How Nomad Uses CPUs

This page provides conceptual information on how Nomad discovers and uses CPU resources on nodes in order to place and run workloads.

Every Nomad node has a Central Processing Unit (CPU) providing the computational power needed for running operating system processes. Nomad uses the CPU to run tasks defined by the Nomad job submitter. For Nomad to know which nodes have sufficient capacity for running a given task, each node in the cluster is fingerprinted to gather information about the performance characteristics of its CPU. The two metrics associated with each Nomad node with regard to CPU performance are its bandwidth (how much it can compute) and the number of cores.

Modern CPUs may contain heterogeneous core types. Apple introduced the M1 CPU in 2020 which contains both performance (P-Core) and efficiency (E-Core) types. Each core type operates at a different base frequency. Intel introduced a similar topology in its Raptor Lake chips in 2022. When fingerprinting the characteristics of a CPU Nomad is capable of taking these advanced CPU topologies into account.

Calculating CPU resources

The total CPU bandwidth of a Nomad node is the sum of the product between the frequency of each core type and the total number of cores of that type in the CPU.

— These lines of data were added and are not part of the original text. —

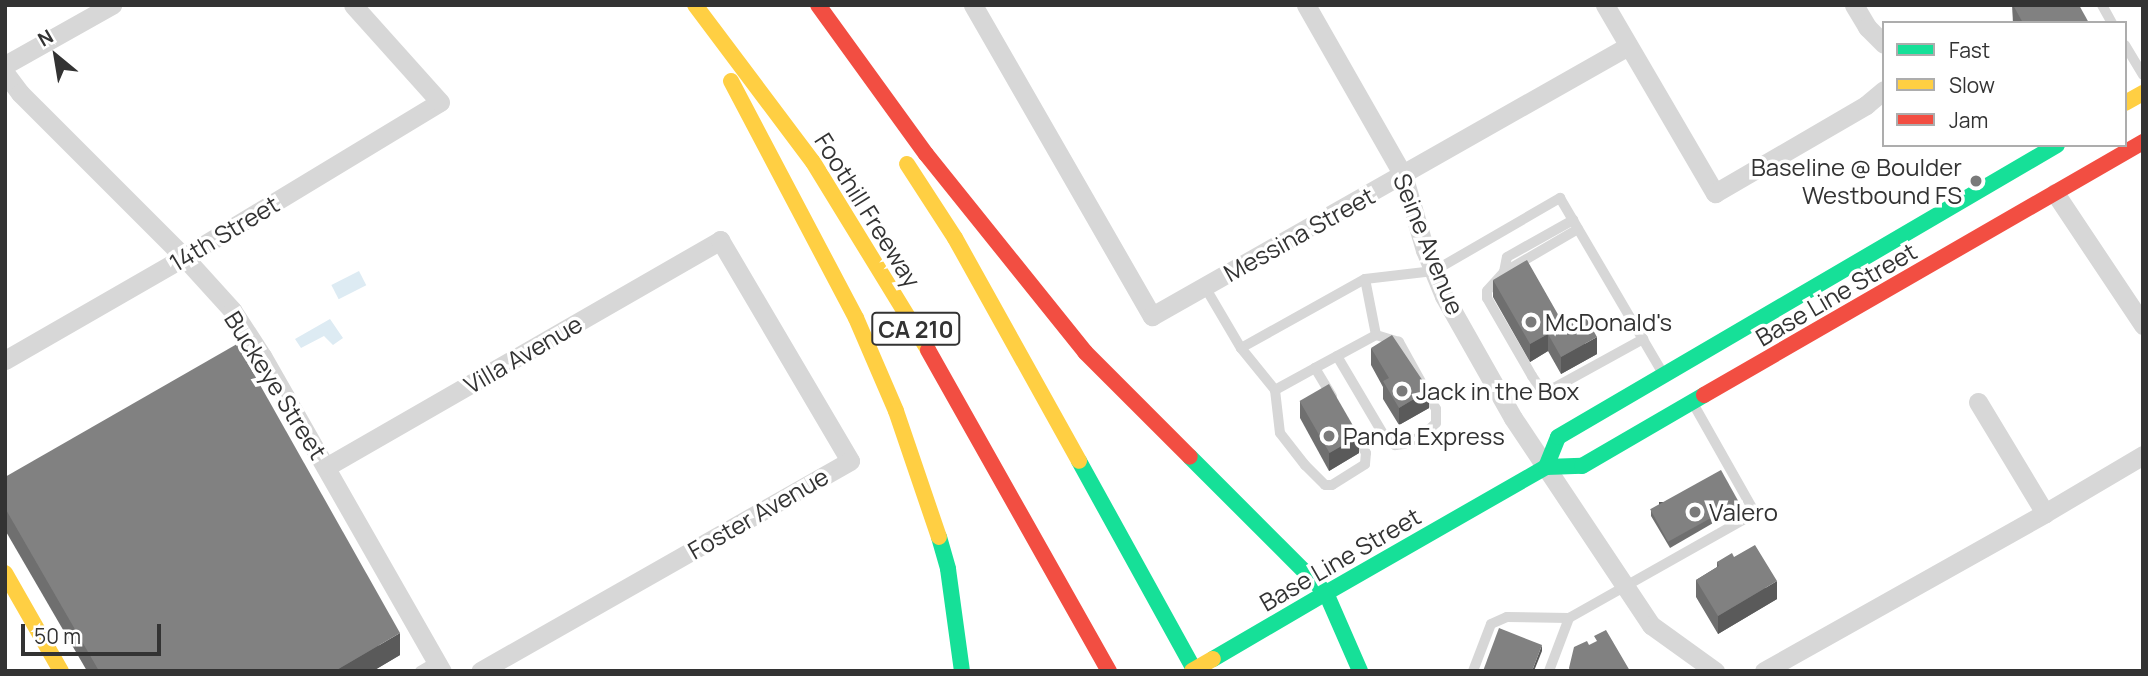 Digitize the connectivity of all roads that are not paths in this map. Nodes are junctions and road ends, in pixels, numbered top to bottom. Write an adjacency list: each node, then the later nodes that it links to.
1 (112, 5): 14 (street)
2 (353, 5): 29 (street, 14th Street)
3 (694, 5): 58 (main road); 59 (main road, Foothill Freeway / CA 210)
4 (818, 5): 53 (main road)
5 (973, 5): 32 (street, Messina Street)
6 (1306, 5): 24 (street, Seine Avenue)
7 (1605, 5): 12 (street)
8 (1854, 5): 11 (street)
9 (2102, 5): 10 (lane)
10 (2111, 21)
11 (1882, 42)
12 (1629, 46): 17 (street); 24 (street, Messina Street)
13 (2127, 48): 16 (lane)
14 (5, 65)
15 (5, 73): 29 (street, Buckeye Street)
16 (2143, 75)
17 (1882, 92)
18 (2143, 93): 19 (main road)
19 (2127, 102)
20 (2143, 142): 25 (main road, Base Line Street)
21 (2049, 147): 23 (main road, Base Line Street)
22 (899, 152): 60 (main road, CA 210)
23 (2030, 152): 27 (main road, Base Line Street)
24 (1403, 175): 30 (street, Seine Avenue); 32 (street, Messina Street)
25 (2055, 193): 33 (street); 34 (main road, Base Line Street)
26 (1576, 225): 30 (lane); 36 (lane); 36 (lane)
27 (1902, 236): 34 (main road); 41 (main road, Base Line Street)
28 (720, 240): 48 (street, Villa Avenue); 57 (street, Foster Avenue)
29 (184, 257): 39 (street, 14th Street); 48 (street, Buckeye Street)
30 (1434, 271): 31 (lane); 49 (street, Seine Avenue)
31 (1365, 279): 35 (lane); 37 (lane)
32 (1205, 287): 37 (lane)
33 (2143, 325)
34 (1818, 331): 43 (main road, Base Line Street)
35 (1376, 335): 38 (lane); 38 (lane)
36 (1643, 339): 41 (lane)
37 (1241, 348): 42 (lane)
38 (1336, 356): 40 (lane)
39 (5, 360)
40 (1315, 368): 42 (lane); 45 (lane)
41 (1664, 375): 49 (main road, Base Line Street)
42 (1275, 390): 46 (lane)
43 (1692, 402): 49 (main road, Base Line Street); 52 (lane)
44 (1978, 402): 50 (street)
45 (1341, 411)
46 (1347, 421)
47 (2143, 455): 50 (street)
48 (326, 467): 55 (street, Buckeye Street)
49 (1546, 467): 52 (street, Seine Avenue); 53 (main road, Base Line Street)
50 (2045, 513): 65 (street)
51 (5, 573): 56 (main road)
52 (1624, 589): 54 (lane); 64 (street, Seine Avenue)
53 (1326, 593): 60 (main road, Base Line Street, bridge); 61 (main road)
54 (1569, 618): 62 (lane); 63 (lane)
55 (433, 668)
56 (61, 671)
57 (480, 671)
58 (962, 671)
59 (1109, 671)
60 (1194, 671)
61 (1360, 671)
62 (1473, 671)
63 (1549, 671)
64 (1715, 671)
65 (1764, 671)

bandwidth = (p_cores * p_frequency) + (e_cores * e_frequency)

The total number of cores is computed by summing the number of P-Cores and the number of E-Cores.

cores = p_cores + e_cores

Nomad does not distinguish between logical and physical CPU cores. One of the defining differences between the P-Core and E-Core types is that the E-Cores do not support hyperthreading, whereas P-Cores do. As such a single physical P-Core is presented as 2 logical cores, and a single E-Core is presented as 1 logical core.

The example below is from a Nomad node with an Intel i9-13900 CPU. It is made up of mixed core types, with a P-Core base frequency of 2 GHz and an E-Core base frequency of 1.5 GHz.

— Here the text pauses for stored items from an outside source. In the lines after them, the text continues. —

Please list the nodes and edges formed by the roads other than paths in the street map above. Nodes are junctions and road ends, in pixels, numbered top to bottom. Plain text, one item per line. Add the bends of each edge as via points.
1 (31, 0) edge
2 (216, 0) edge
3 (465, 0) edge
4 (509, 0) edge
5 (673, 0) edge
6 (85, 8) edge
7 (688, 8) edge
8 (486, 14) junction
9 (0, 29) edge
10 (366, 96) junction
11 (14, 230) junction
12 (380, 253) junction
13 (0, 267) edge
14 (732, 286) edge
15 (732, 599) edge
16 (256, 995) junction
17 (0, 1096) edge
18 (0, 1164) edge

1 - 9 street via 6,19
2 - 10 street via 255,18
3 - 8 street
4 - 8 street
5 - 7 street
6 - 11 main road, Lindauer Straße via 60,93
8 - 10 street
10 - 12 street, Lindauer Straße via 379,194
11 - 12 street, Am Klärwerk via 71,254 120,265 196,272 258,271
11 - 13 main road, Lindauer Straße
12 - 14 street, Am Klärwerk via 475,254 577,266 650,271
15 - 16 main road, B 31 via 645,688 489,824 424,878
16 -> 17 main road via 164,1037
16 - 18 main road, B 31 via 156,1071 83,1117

These characteristics are reflected in the cpu.frequency.performance and cpu.frequency.efficiency node attributes respectively.

cpu.arch                        = amd64
cpu.frequency.efficiency        = 1500
cpu.frequency.performance       = 2000
cpu.modelname                   = 13th Gen Intel(R) Core(TM) i9-13900
cpu.numcores                    = 32
cpu.numcores.efficiency         = 16
cpu.numcores.performance        = 16
cpu.reservablecores             = 32
cpu.totalcompute                = 56000
cpu.usablecompute               = 56000

Reserving CPU resources

In the fingerprinted node attributes, cpu.totalcompute indicates the total amount of CPU bandwidth the processor is capable of delivering. In some cases it may be beneficial to reserve some amount of a node's CPU resources for use by the operating system and other non-Nomad processes. This can be done in client configuration.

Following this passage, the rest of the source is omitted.